Kriegsfilm-Bilder und neue Formen der Kriegspropaganda


  • Gabriele Werner



War-film Images and New Forms of War Propaganda

Affective responses to images are political effects. Thus, a critical analysis of images and their representational function must necessarily precede any understanding of the mental states that images (can) elicit. From this perspective, affects are reactive. They become a productive and potentially subversive power when recognized as interpretations of what images let us see and how images are seen. What then comes into view is not only the fundamentally mediated character of affects, but also the extent to which a critique of images is required to make affects understandable as acts of judgment. Through a critical analysis of of selected scenes from several more recent (anti-) war movies, this paper shows how these movies offer interpretations of reality that rely heavily on the political efficacy of affects.

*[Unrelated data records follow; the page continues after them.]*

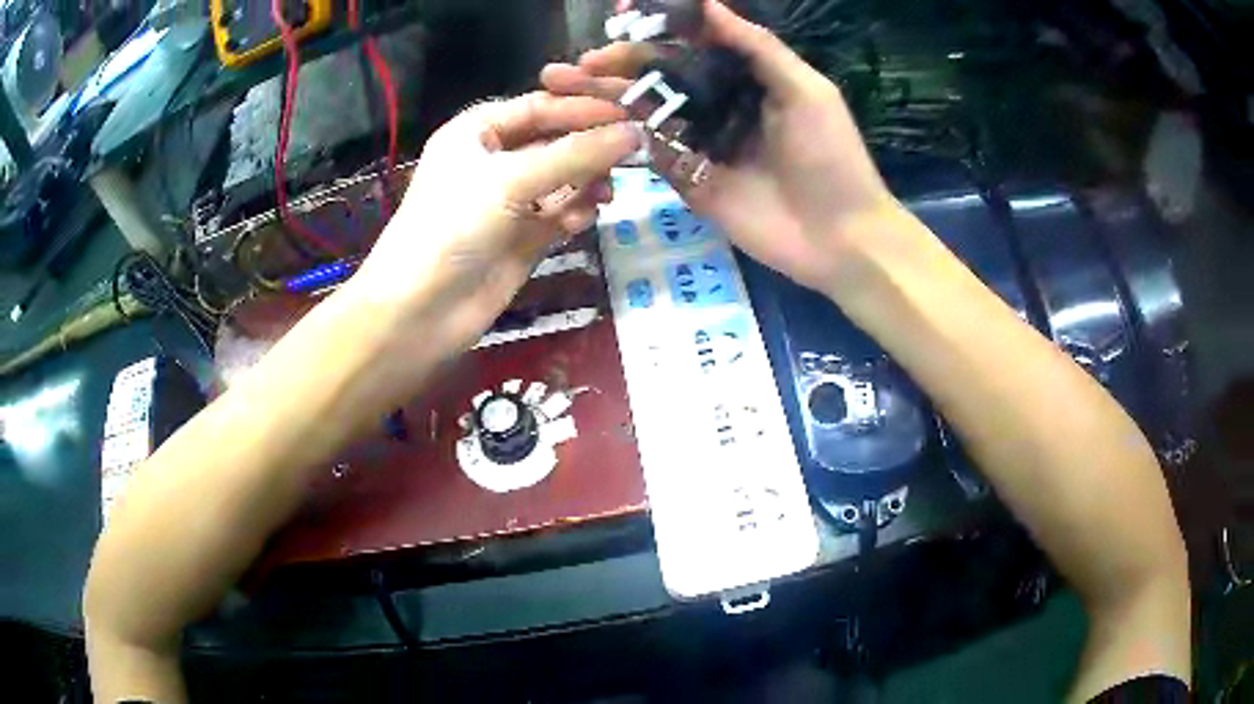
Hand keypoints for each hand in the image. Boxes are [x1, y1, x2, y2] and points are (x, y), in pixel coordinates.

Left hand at [347, 93, 640, 354]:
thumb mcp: (511, 180)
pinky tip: (578, 223)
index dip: (585, 109)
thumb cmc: (452, 227)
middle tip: (635, 155)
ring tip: (604, 196)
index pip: (542, 107)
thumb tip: (636, 133)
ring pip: (565, 178)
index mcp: (478, 131)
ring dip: (587, 183)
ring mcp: (509, 199)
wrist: (419, 311)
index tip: (632, 115)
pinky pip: (561, 212)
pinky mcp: (523, 236)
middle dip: (591, 148)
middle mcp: (495, 159)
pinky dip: (575, 213)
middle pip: (557, 141)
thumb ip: (576, 155)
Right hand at [541, 0, 903, 296]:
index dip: (655, 32)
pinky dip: (621, 140)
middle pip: (660, 78)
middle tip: (577, 64)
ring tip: (562, 90)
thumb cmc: (830, 156)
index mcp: (746, 79)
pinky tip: (586, 127)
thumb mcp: (803, 90)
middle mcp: (718, 105)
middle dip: (617, 67)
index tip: (618, 20)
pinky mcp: (689, 181)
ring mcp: (701, 145)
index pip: (691, 46)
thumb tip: (707, 4)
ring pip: (648, 113)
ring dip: (607, 100)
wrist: (839, 237)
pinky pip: (651, 154)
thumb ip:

Presenting an adaptation of war to the formats and conventions of a medium, then, need not be an act of cynicism; rather, it suggests that the reality we see through the prism of the medium is real as well, exhibiting itself as the meaning-generating action of a perceived outside world. That is why filmed scenes of torture are movie plot elements that can convey information about the social acceptance or condemnation of torture. Such political messages, moreover, are addressed to a sentient gaze. But if affects are interpretive effects, there is no inextricable link between image and affect. In fact, the latter may be the opposite of that being evoked.